The peasants not only shifted his cultivation from one crop to other but also adopted new crops. Tobacco and maize were introduced in the 17th century. The adoption of potato and red chilies followed during the 18th century.
During this period, India also exported foodgrains, especially rice and sugar. The peasant was not disposed from his land as long as he paid the land revenue. Although the life of the peasant was hard, he had enough to eat and meet his simple requirements.
(1) Rural artisans—who were only part-time artisans and often indistinguishable from cultivators. These included oil-pressers, indigo and salt petre workers, etc. Their work was seasonal and often they had a small family plot of land for cultivation. They sold their surplus produce in the market.
(2) Professional artisans were living in towns and villages. As trade and manufacture grew, the merchants extended their control over the professional artisans through the dadni or putting out system by giving those loans, providing raw material, etc. In such cases the artisans tended to become wage earners because the cost of the raw materials and their labour was prescribed by the trader.

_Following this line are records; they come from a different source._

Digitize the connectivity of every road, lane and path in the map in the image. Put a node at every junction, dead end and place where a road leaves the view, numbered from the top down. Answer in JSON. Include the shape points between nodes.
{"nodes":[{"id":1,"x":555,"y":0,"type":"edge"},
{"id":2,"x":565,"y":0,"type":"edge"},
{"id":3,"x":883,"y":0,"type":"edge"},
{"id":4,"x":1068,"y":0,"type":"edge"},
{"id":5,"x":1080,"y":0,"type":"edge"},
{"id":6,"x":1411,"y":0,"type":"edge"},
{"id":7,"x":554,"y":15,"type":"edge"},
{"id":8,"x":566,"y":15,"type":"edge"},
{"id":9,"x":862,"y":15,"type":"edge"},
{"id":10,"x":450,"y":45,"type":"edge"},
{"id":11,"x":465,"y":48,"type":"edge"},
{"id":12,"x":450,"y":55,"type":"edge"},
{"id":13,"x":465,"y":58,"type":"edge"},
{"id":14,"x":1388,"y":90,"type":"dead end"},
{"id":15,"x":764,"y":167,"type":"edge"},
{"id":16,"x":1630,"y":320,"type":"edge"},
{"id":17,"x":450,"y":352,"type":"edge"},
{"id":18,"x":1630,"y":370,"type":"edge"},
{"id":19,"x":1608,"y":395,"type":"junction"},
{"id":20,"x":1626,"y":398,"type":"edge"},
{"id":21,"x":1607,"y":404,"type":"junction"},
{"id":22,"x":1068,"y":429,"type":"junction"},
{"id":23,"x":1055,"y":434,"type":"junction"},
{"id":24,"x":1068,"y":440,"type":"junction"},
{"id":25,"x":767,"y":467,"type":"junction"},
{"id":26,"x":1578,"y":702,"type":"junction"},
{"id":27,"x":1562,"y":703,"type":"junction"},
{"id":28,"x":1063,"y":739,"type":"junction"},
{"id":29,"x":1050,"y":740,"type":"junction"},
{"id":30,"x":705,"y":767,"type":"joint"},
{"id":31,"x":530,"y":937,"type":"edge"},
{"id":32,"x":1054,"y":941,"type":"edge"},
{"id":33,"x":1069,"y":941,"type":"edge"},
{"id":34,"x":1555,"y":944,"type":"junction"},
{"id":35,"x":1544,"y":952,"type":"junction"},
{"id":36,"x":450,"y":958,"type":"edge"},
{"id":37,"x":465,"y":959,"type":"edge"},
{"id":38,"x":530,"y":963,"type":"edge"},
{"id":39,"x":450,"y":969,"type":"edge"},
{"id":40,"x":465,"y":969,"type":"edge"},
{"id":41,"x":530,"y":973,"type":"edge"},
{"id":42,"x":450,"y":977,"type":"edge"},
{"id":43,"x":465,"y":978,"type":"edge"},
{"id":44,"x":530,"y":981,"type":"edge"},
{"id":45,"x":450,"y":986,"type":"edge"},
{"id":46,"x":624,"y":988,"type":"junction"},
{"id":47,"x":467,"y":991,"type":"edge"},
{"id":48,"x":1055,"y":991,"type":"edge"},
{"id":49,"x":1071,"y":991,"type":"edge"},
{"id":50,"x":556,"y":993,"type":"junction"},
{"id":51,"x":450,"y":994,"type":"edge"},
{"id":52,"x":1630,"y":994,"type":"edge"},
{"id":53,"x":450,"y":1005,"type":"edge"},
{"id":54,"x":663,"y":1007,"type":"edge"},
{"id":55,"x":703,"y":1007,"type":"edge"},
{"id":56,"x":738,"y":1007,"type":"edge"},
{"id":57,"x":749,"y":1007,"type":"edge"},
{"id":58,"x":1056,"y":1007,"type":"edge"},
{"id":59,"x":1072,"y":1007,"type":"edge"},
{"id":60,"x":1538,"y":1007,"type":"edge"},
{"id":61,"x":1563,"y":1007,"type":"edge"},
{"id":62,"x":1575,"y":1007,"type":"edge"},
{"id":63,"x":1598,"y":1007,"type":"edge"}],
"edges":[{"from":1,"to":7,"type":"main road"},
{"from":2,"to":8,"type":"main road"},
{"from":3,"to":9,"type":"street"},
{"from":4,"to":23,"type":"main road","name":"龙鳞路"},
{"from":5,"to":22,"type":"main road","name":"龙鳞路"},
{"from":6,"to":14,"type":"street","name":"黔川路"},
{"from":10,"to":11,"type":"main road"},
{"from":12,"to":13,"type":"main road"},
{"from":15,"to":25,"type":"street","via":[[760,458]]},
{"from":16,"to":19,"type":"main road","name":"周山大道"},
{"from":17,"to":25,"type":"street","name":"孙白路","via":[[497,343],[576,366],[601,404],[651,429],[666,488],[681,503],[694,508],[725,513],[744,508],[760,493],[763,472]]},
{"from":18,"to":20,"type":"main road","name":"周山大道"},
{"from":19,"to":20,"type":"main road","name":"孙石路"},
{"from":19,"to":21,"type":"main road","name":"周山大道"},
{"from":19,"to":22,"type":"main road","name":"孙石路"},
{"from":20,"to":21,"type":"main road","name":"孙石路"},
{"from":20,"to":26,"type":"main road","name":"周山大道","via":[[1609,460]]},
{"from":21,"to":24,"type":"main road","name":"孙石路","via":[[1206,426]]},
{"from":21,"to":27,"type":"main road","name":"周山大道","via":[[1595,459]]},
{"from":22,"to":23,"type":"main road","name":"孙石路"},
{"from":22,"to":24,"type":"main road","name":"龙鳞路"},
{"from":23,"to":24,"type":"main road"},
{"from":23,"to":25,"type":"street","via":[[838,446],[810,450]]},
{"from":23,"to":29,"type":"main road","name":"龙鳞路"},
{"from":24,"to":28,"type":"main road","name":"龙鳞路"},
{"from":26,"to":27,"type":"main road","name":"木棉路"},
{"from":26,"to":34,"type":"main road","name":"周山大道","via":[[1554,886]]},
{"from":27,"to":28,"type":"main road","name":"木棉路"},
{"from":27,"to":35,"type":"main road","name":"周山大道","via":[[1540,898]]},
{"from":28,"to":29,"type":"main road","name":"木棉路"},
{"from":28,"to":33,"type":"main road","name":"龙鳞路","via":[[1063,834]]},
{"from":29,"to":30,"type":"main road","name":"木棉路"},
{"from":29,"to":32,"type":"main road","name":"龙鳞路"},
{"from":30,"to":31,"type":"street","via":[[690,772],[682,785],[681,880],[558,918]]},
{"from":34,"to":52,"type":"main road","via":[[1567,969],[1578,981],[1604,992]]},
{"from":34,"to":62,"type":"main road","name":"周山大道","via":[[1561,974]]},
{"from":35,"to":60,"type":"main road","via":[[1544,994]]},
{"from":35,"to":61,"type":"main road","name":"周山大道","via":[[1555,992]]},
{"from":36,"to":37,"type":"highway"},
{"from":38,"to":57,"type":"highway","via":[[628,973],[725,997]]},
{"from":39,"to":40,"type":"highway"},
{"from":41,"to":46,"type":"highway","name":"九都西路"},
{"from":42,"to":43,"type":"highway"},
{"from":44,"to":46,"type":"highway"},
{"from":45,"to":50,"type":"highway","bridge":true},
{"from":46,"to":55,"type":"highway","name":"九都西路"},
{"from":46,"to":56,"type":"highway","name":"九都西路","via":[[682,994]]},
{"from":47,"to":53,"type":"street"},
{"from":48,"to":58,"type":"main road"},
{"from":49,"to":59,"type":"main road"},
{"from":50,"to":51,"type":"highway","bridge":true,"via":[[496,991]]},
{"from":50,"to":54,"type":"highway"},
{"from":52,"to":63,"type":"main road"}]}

The master-craftsmen called ustads grew both economically and socially during this period. Abul Fazal called them artificiers and placed them in the second rank in the society (below the nobles). The artisans were generally organised on a case basis. The major industry where artisans were engaged the most were the textile industry and leather industry. The Indian artisans were not opposed to new techniques.
The villages in India continued with the traditional crafts and also developed localised centres of production.